Conhecido por ‘Zezé Di Lessa’, o mentor da organização é baiano e irmão de Adeilson Lumes, que liderou o ataque ao banco no dia 25 de novembro.

Na manhã dessa terça (04), Lumes morreu em confronto com as forças de segurança do Estado – 300 homens das Polícias Militar e Civil cercaram a carreta-baú com o dinheiro na cidade de Santa Luzia do Paruá, a 370 quilômetros da capital São Luís. No tiroteio, outros dois ladrões morreram. Dez foram presos.

“Desde o dia 25 vínhamos mantendo um cerco intenso no entorno das cidades próximas ao local do assalto. Foi um cerco permanente, sem interrupção, tínhamos a suspeita de que poderiam estar escondidos em fazendas da região”, disse o secretário de Segurança Pública do Maranhão, Jéfferson Portela, que é delegado da Polícia Civil. “A operação é um sucesso total. Três (assaltantes) tombaram no confronto em Santa Luzia do Paruá. Outros dez se renderam, estão presos e serão transferidos para a capital (Penitenciária de Pedrinhas).”

Um dos três mortos no embate em Santa Luzia do Paruá é o irmão do chefão da quadrilha. A polícia informou que Adeilson Lumes ocupava um carro blindado quando as forças de segurança fizeram o cerco à carreta-baú. Em meio ao tiroteio ele saltou do veículo e foi atingido.

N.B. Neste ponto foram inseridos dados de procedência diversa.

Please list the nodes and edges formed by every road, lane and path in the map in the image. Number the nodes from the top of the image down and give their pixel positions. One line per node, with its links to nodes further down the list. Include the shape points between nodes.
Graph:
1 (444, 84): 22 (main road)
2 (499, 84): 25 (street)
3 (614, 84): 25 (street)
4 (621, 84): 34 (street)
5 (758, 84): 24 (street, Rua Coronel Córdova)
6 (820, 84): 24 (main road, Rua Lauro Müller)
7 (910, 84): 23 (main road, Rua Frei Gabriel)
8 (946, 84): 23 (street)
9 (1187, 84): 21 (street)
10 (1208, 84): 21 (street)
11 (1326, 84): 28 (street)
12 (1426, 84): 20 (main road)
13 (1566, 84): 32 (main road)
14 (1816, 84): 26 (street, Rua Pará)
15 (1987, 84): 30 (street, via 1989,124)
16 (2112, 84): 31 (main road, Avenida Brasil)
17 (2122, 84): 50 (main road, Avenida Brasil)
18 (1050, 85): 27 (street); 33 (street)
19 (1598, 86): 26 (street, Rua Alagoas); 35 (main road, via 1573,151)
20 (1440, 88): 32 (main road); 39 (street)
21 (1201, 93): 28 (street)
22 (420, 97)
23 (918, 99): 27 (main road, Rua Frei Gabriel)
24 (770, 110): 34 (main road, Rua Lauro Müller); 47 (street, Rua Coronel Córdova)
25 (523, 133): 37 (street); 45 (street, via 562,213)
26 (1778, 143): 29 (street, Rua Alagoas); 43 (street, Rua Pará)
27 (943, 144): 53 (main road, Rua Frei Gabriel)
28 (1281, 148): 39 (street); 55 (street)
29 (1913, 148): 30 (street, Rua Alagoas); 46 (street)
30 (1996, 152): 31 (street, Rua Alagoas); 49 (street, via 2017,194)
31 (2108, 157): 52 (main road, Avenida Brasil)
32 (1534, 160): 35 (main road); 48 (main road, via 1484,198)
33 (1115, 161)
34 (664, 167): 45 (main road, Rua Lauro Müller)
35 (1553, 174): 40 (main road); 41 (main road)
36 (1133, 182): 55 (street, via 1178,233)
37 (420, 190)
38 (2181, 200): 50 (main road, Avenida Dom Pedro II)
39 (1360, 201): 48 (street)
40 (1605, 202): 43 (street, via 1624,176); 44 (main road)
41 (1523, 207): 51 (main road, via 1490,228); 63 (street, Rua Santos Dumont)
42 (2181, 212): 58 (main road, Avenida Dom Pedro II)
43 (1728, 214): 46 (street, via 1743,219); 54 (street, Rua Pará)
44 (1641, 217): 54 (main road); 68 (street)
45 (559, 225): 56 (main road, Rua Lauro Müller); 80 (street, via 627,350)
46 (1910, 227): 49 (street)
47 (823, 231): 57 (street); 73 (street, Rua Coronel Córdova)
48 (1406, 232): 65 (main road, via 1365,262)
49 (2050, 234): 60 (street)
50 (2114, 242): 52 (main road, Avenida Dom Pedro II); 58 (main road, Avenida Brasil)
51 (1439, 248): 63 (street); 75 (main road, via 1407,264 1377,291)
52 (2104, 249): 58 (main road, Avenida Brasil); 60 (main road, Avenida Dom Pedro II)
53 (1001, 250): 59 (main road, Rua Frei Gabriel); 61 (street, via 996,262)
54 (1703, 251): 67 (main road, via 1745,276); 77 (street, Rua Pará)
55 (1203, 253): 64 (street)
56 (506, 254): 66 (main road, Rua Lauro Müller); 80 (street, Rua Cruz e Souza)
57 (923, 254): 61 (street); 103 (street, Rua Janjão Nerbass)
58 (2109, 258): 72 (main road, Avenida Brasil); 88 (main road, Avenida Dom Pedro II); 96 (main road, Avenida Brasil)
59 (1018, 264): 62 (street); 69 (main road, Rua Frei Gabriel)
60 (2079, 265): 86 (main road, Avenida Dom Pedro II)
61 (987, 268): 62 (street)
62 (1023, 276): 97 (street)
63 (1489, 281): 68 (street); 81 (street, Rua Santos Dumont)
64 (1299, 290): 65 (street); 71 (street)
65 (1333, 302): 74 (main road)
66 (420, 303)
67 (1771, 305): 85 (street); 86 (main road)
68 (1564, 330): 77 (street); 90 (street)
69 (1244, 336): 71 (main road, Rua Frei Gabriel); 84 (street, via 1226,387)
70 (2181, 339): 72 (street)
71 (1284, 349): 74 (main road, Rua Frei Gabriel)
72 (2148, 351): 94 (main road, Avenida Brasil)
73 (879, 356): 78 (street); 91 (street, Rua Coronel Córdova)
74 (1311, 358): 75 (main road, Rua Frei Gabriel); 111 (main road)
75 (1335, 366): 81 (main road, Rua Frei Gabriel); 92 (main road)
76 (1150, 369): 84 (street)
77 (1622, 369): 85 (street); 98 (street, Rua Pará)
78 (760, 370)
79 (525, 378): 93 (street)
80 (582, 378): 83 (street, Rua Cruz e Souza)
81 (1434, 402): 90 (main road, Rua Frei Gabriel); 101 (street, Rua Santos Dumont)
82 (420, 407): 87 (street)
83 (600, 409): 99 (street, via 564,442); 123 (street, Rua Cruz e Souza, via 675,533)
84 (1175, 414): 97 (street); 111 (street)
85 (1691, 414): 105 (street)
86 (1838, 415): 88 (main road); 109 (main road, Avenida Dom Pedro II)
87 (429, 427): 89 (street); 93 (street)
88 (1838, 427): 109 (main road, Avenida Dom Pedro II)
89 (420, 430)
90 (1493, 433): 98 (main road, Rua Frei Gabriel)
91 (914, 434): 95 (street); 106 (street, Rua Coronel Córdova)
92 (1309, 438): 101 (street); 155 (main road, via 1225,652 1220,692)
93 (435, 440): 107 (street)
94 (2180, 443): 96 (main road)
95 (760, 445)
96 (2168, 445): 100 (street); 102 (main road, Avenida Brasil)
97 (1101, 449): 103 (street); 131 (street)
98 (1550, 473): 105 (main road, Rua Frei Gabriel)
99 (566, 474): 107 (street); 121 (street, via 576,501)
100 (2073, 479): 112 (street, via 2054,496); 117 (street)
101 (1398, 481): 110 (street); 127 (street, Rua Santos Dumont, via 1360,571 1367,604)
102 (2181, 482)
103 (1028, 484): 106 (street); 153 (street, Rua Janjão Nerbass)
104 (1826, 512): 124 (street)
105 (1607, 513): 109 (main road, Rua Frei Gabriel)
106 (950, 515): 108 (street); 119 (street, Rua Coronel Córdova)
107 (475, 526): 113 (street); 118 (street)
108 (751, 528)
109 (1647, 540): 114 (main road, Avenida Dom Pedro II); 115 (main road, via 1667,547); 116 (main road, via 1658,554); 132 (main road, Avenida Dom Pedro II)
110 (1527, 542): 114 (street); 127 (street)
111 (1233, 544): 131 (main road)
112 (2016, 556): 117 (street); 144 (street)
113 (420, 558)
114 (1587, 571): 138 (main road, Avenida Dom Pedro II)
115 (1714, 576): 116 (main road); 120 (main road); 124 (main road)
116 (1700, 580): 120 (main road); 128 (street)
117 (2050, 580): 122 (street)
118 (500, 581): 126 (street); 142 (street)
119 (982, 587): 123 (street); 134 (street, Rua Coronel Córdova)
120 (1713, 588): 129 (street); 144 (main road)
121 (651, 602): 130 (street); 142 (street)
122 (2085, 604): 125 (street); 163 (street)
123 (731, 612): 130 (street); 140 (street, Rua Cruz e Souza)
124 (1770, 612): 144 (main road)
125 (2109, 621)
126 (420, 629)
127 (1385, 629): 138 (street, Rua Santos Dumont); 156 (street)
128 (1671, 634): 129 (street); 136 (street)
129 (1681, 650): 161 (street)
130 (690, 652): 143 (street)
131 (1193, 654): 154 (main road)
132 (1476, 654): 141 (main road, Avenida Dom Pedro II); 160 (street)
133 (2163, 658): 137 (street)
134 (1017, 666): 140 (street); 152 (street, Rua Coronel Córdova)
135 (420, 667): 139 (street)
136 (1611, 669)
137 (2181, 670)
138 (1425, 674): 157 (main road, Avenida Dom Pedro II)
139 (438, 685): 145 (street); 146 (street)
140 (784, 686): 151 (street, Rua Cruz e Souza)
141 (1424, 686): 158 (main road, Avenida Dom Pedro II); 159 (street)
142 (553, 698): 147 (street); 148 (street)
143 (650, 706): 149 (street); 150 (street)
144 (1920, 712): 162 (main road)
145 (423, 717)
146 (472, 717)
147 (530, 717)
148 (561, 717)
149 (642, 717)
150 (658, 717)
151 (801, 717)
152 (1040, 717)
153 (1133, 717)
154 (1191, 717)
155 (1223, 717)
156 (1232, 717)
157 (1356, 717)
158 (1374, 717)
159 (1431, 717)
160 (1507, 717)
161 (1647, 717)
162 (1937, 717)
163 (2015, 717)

O secretário não esconde sua perplexidade com o arsenal bélico confiscado do grupo que atacou a agência do Banco do Brasil de Bacabal. Portela descreve o que foi encontrado em poder do grupo. “Armamento pesado. Duas metralhadoras ponto 50, artilharia anti-aérea. Dez fuzis calibre 556. Mais 17 coletes balísticos. Um fuzil AK 47.”

Em um primeiro levantamento, a Polícia do Maranhão já constatou que a organização criminosa é formada por ladrões de vários Estados – São Paulo, Espírito Santo, Bahia, Santa Catarina, Paraná, Sergipe. “É uma quadrilha bem interestadual. Eles se uniram para o ataque à agência.”

O grande assalto levou pânico a Bacabal, localizada a 240 quilômetros de São Luís. Com pouco mais de 100 mil habitantes, a cidade é conhecida como ‘Princesa do Mearim’. No dia do ataque, o bando ateou fogo em viaturas policiais e matou um homem embriagado. Três ladrões morreram em troca de tiros com policiais.

O secretário Jéfferson Portela disse que o Banco do Brasil ainda não informou a polícia, oficialmente, o exato valor que a quadrilha levou no assalto do dia 25. “Cem milhões de reais é um valor divulgado pela imprensa. O banco ainda não passou oficialmente. O fato é que o caminhão-baú está completamente lotado de sacos de dinheiro.”